#### Input records ####

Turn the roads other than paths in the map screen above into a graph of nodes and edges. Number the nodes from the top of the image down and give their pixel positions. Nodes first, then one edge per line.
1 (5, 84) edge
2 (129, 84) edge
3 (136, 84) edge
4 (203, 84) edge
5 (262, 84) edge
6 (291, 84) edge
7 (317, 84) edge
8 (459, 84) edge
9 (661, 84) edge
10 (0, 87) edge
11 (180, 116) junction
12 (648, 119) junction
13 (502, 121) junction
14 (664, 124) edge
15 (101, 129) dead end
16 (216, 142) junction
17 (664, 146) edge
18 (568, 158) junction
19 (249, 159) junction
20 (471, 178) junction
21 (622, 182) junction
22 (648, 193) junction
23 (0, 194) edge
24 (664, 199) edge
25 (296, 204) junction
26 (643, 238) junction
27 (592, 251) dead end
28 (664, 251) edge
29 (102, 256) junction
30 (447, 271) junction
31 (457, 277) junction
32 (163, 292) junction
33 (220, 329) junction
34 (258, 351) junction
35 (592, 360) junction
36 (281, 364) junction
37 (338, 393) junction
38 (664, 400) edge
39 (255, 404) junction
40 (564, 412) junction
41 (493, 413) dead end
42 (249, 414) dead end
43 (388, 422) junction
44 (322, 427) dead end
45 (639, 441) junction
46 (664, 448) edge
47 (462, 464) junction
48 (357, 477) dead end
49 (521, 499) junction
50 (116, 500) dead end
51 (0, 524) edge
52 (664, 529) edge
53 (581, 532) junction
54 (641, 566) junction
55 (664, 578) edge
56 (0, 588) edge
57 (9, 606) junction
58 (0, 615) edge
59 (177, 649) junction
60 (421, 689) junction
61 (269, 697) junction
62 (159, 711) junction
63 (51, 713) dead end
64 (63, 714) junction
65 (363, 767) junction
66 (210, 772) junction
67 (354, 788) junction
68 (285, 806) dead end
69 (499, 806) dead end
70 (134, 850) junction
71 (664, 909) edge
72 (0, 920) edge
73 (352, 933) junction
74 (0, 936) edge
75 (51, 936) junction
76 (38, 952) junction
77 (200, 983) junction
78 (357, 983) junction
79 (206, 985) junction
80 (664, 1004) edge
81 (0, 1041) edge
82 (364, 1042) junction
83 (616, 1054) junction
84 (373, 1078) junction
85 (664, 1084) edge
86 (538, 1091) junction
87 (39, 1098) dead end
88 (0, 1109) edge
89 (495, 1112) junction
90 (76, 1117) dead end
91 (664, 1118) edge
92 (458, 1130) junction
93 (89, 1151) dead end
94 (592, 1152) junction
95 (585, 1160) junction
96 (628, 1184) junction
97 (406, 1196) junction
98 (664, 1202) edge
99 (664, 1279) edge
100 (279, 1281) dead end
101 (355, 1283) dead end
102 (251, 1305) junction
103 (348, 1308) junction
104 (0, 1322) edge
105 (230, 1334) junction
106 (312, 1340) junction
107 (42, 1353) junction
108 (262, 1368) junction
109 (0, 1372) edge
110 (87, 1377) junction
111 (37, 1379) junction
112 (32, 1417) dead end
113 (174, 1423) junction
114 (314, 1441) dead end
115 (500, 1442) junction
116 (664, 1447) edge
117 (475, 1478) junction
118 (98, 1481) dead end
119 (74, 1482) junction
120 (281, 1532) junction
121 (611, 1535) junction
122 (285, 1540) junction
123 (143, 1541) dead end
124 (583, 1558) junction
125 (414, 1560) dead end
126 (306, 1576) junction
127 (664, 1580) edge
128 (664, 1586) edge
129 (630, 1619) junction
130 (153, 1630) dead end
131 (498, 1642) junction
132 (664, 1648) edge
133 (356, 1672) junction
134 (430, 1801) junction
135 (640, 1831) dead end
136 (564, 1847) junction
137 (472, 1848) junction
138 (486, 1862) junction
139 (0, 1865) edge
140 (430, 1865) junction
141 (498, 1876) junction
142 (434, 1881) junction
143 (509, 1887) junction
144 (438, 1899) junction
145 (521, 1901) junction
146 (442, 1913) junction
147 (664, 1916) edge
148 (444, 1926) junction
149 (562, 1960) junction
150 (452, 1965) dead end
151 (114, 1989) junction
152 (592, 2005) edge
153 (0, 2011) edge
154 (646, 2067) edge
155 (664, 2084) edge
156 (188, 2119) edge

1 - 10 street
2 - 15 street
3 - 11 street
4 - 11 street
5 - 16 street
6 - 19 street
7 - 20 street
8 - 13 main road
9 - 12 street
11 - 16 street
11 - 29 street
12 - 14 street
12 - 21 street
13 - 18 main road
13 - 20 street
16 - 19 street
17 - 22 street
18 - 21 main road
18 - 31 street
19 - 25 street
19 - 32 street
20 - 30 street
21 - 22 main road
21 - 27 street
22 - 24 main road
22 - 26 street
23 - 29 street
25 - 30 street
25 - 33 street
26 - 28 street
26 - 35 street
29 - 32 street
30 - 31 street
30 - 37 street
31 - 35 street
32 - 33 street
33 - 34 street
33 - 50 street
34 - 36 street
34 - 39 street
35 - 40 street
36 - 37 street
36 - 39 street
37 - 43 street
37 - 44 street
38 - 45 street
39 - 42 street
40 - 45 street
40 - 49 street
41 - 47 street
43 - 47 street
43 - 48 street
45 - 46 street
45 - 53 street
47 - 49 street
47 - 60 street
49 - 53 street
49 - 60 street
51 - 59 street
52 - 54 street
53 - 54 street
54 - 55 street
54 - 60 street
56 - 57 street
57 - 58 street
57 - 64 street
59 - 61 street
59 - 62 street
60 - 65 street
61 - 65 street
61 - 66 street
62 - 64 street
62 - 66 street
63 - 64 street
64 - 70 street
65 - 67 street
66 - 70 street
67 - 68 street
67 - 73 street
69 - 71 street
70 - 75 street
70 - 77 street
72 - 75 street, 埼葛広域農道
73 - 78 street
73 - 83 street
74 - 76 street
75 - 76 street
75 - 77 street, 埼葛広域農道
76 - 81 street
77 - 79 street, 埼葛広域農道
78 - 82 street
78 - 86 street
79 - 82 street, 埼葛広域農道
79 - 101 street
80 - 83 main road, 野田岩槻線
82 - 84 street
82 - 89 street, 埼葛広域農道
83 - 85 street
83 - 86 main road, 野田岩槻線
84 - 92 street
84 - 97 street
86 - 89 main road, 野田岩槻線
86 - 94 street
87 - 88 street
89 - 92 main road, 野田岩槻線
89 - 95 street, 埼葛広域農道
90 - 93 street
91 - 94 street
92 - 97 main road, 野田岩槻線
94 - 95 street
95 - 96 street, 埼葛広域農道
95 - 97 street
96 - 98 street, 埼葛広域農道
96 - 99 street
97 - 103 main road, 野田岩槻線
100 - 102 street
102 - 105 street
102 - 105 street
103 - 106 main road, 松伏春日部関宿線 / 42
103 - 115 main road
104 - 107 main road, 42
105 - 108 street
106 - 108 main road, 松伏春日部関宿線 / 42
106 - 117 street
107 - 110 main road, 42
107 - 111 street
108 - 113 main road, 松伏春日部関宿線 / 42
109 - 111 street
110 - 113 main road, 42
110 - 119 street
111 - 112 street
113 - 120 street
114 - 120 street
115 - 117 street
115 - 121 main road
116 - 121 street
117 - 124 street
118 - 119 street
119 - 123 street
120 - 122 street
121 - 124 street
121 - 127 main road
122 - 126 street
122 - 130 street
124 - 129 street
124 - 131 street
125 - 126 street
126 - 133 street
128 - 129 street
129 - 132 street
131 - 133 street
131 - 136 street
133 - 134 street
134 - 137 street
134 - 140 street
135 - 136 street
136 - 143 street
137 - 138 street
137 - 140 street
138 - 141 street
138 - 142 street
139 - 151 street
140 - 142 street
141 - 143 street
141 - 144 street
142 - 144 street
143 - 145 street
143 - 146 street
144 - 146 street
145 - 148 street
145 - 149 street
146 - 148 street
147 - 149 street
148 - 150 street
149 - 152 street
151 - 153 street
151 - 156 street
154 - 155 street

####

What is required:
Nothing but a number should be given: the count of lines above that include the string "野田岩槻線".

Task solution:
6